“Sólo alguien que está bien preparado tiene la oportunidad de improvisar “, escribe el gran Ingmar Bergman en La linterna mágica, su autobiografía.
Aparentemente la improvisación surge del apremio, del acorralamiento. De pronto encontramos que el camino que transitábamos termina y, ante nosotros, aparece indistintamente el precipicio o el punto de partida de nuevas rutas. La percepción del lugar en el que nos encontramos dependerá de la forma en que interpretemos ese punto de inflexión.
Por otra parte, los mecanismos con base a los cuales tomamos una opción en particular son diversos. Los momentos de profunda decisión raramente surgen del azar. Siempre hay algo previo en nosotros; una pulsión que se ha ido movilizando, a tientas, intuitiva e inconscientemente mucho antes del momento en que elegimos qué haremos.
La forma en que decidimos surge, a veces, desde la desesperación, no del conflicto mismo, sino de la falta de lucidez que nos podría haber permitido estar preparados para lo que nos ocurre. En otras oportunidades la decisión se toma por descarte, por hastío incluso, sabemos cómo terminará aquello por lo que optamos, pero insistimos en seguir en la misma lógica, “más vale diablo conocido que diablo por conocer” nos decimos y nos mantenemos en la comodidad de la molestia cotidiana.
Decidimos por miedo, rabia y cansancio. También lo hacemos por la tentación de lo que se nos ofrece, por el entusiasmo del momento y porque confundimos deseo con necesidad. Decidimos porque lo que se nos presenta coincide con lo que creemos normal, natural y justo para nuestros intereses; actuamos en base a ello porque pensamos que el poder hacerlo es un acto de libertad e incluso de emancipación.

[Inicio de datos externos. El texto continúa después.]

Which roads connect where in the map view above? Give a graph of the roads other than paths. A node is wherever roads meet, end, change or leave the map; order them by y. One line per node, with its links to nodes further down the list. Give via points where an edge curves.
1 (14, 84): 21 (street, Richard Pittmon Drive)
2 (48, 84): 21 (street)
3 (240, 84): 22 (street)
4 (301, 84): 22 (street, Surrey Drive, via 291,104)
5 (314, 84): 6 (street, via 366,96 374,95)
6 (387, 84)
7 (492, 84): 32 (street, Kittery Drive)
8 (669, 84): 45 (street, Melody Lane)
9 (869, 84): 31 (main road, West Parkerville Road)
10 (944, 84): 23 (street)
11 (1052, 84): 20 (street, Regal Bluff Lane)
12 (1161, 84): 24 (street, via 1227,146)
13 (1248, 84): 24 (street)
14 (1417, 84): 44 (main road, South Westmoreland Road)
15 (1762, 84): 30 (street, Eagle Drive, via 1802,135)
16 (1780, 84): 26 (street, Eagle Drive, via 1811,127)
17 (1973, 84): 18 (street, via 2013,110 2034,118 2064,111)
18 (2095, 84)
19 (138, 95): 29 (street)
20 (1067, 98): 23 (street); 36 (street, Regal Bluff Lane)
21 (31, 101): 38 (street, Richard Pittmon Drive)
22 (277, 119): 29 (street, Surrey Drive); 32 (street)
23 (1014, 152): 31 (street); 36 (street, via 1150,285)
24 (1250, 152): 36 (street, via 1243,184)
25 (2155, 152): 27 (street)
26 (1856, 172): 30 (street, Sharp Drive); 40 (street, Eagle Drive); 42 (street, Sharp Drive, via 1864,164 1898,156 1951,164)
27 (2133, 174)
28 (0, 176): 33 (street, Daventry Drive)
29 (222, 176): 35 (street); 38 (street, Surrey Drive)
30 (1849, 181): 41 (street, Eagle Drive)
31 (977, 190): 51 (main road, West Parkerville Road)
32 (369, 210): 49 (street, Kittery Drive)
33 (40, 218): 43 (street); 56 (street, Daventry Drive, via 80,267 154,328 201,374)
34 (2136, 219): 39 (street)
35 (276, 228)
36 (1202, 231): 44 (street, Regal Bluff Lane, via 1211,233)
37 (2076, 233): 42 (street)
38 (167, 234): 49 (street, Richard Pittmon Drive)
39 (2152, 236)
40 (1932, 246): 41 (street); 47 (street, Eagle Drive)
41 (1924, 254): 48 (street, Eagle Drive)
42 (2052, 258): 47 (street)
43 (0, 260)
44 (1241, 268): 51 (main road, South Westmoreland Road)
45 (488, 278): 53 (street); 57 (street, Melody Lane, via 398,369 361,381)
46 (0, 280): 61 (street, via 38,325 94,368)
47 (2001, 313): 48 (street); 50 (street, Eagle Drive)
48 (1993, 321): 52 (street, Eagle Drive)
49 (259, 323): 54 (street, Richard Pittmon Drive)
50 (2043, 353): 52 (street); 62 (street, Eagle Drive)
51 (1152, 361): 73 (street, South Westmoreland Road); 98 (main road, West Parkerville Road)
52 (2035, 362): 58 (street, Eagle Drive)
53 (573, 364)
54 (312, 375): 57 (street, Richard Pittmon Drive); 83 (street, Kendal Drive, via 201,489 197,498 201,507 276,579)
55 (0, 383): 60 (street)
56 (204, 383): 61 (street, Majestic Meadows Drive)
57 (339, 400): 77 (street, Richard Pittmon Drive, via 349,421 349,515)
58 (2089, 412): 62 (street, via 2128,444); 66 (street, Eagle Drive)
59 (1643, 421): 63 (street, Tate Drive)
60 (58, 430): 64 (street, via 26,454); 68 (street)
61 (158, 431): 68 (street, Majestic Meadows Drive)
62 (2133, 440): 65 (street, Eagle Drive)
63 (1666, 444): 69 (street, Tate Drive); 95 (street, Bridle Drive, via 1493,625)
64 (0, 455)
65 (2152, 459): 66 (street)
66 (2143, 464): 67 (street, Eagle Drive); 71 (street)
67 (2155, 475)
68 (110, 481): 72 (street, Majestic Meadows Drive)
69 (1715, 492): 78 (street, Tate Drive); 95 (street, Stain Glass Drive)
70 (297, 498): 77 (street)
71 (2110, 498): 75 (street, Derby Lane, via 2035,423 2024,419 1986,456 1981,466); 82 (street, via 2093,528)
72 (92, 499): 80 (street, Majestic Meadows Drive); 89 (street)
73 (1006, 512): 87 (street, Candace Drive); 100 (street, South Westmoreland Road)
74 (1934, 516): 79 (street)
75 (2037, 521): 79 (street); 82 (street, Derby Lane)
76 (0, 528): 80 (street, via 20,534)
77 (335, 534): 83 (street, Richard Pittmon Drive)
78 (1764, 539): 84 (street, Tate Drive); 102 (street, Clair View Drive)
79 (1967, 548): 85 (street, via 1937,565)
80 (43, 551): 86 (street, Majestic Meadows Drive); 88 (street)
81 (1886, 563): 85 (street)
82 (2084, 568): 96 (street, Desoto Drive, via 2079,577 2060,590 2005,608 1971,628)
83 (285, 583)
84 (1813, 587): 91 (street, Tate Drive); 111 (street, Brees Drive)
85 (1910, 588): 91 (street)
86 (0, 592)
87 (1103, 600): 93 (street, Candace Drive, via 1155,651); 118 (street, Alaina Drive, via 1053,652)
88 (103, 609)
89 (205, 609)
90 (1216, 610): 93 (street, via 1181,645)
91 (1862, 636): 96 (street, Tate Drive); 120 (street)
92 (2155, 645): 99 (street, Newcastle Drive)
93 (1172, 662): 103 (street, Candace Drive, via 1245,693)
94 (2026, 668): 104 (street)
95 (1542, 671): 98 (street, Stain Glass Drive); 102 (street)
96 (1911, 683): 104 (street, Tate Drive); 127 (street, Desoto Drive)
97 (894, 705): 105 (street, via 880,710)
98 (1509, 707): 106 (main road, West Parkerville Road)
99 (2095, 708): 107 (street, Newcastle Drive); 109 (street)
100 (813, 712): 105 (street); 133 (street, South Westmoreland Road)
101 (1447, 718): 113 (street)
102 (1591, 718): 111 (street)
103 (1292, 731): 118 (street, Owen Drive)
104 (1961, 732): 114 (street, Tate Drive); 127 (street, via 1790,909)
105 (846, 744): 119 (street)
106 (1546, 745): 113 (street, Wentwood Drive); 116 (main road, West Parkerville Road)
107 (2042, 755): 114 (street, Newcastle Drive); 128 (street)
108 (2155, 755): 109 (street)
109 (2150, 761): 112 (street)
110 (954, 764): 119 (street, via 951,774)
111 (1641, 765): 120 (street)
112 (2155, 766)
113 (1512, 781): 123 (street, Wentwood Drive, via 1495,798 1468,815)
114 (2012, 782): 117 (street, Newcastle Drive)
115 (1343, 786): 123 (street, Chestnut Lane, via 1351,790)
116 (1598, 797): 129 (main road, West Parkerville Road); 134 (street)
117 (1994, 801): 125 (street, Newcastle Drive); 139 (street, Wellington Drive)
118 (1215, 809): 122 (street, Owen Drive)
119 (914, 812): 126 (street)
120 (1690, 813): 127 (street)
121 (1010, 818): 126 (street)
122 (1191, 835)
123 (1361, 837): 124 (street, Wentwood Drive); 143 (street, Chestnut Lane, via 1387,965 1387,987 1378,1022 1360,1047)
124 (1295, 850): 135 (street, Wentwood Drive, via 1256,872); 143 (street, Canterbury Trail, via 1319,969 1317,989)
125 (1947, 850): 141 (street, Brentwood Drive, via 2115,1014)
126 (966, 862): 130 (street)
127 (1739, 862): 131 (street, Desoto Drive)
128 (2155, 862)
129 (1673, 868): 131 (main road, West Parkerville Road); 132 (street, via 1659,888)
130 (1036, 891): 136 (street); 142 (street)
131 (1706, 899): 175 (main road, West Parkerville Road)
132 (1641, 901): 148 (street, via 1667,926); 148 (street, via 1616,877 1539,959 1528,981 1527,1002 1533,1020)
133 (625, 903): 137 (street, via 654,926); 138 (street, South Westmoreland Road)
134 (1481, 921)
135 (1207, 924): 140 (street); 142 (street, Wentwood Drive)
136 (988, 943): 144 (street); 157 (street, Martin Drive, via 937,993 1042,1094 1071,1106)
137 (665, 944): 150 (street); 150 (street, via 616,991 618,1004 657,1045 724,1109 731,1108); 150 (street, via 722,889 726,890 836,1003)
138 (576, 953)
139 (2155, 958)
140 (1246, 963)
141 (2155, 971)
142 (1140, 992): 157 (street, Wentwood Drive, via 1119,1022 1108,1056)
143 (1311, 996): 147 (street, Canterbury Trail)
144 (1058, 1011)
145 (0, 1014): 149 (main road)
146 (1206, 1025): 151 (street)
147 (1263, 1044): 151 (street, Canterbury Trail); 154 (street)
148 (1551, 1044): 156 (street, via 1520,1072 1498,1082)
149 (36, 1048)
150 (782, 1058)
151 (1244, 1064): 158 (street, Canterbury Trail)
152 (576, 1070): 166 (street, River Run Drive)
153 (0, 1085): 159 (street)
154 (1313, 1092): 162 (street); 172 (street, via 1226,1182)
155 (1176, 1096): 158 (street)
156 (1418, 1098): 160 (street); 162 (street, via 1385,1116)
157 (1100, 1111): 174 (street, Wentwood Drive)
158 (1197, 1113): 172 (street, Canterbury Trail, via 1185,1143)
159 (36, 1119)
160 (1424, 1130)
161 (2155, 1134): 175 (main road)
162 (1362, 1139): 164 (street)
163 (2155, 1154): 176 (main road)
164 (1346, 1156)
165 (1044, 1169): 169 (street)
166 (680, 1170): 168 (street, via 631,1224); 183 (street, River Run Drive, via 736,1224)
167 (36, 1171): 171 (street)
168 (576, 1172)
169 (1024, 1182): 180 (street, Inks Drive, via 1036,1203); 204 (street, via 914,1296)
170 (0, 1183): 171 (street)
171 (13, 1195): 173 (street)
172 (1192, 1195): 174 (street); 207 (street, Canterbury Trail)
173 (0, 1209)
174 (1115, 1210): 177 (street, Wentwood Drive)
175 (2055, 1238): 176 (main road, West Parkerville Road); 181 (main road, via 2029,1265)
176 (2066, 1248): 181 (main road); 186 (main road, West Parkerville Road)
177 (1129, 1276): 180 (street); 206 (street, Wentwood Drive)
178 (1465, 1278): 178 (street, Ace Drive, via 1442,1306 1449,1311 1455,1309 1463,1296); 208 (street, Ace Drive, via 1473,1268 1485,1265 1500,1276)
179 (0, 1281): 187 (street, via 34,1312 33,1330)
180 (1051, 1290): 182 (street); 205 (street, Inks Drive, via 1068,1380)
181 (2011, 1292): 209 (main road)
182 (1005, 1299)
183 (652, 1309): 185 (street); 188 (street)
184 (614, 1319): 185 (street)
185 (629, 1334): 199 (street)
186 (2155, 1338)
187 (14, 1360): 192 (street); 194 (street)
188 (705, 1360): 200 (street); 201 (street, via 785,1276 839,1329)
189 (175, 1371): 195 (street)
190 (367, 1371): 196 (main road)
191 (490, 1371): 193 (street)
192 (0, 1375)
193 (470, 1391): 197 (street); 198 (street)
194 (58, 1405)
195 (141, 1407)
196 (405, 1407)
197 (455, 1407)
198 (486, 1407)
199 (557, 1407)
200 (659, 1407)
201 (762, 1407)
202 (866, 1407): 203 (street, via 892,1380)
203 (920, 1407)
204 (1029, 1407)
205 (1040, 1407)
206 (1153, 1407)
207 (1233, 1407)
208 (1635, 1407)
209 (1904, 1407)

Toda posibilidad es una oportunidad y toda decisión es un acto político. Psicología y política conviven en nuestra cotidianidad de manera mucho más frecuente que la que aceptamos.
Desde siempre, hemos adaptado nuestra ideología a nuestras decisiones y las mismas han ido definiendo nuestro sistema de creencias. Votar, optar, definir, sufragar, elegir, todas las conjugaciones de esos verbos implican un teórico proceso reflexivo. El problema radica entonces, no en la ausencia de un proceso introspectivo y hasta analítico, no, el problema es otro.
La dificultad mayor de nuestra forma de decidir es que lo hacemos sesgada e ideológicamente; confiamos en nuestra capacidad de objetivar el problema y olvidamos que todos nuestros mecanismos de juicio se sostienen en nuestra experiencia y formación cultural previa. Pensamos con base a aquello a lo que nos dedicamos y terminamos creyendo que la forma correcta de entender un problema es utilizando los conceptos y herramientas comprensivas con las que enfrentamos nuestra cotidianidad. Es decir, querámoslo o no, estamos condicionados por el discurso que ha justificado todo aquello por lo que hemos optado antes.
La ecuanimidad es un atributo muy complejo de alcanzar, es más, no está del todo claro que ello sea posible. Lo que sí se puede y se debería exigir de cada uno de nosotros es que desconfiáramos, ante todo, de todos nosotros mismos, de nuestras parcialidades, de nuestra zona de confort. Que avanzáramos hacia la responsabilidad que supone abrir el horizonte de nuestra experiencia y nos atreviéramos, antes de elegir, a integrar a nuestro discurso elementos que nos generarán duda y disconfort. No nos debería sorprender que lo optado fuera lo mismo que hubiéramos acometido sin el ejercicio previo. Pero tal vez, sólo tal vez, integraríamos un pequeño matiz a nuestro análisis, el que permitiría abrir nuestra mente a nuevas ideas y perspectivas que podrían, con algo de necesario desasosiego, sacarnos de los habituales esquemas desiderativos que gobiernan nuestras decisiones.
Muchas veces creemos decidir, cuando en realidad lo que hacemos es improvisar. Lo hacen nuestros gobiernos y lo hacemos los ciudadanos y, a diferencia de Bergman, rara vez estamos preparados.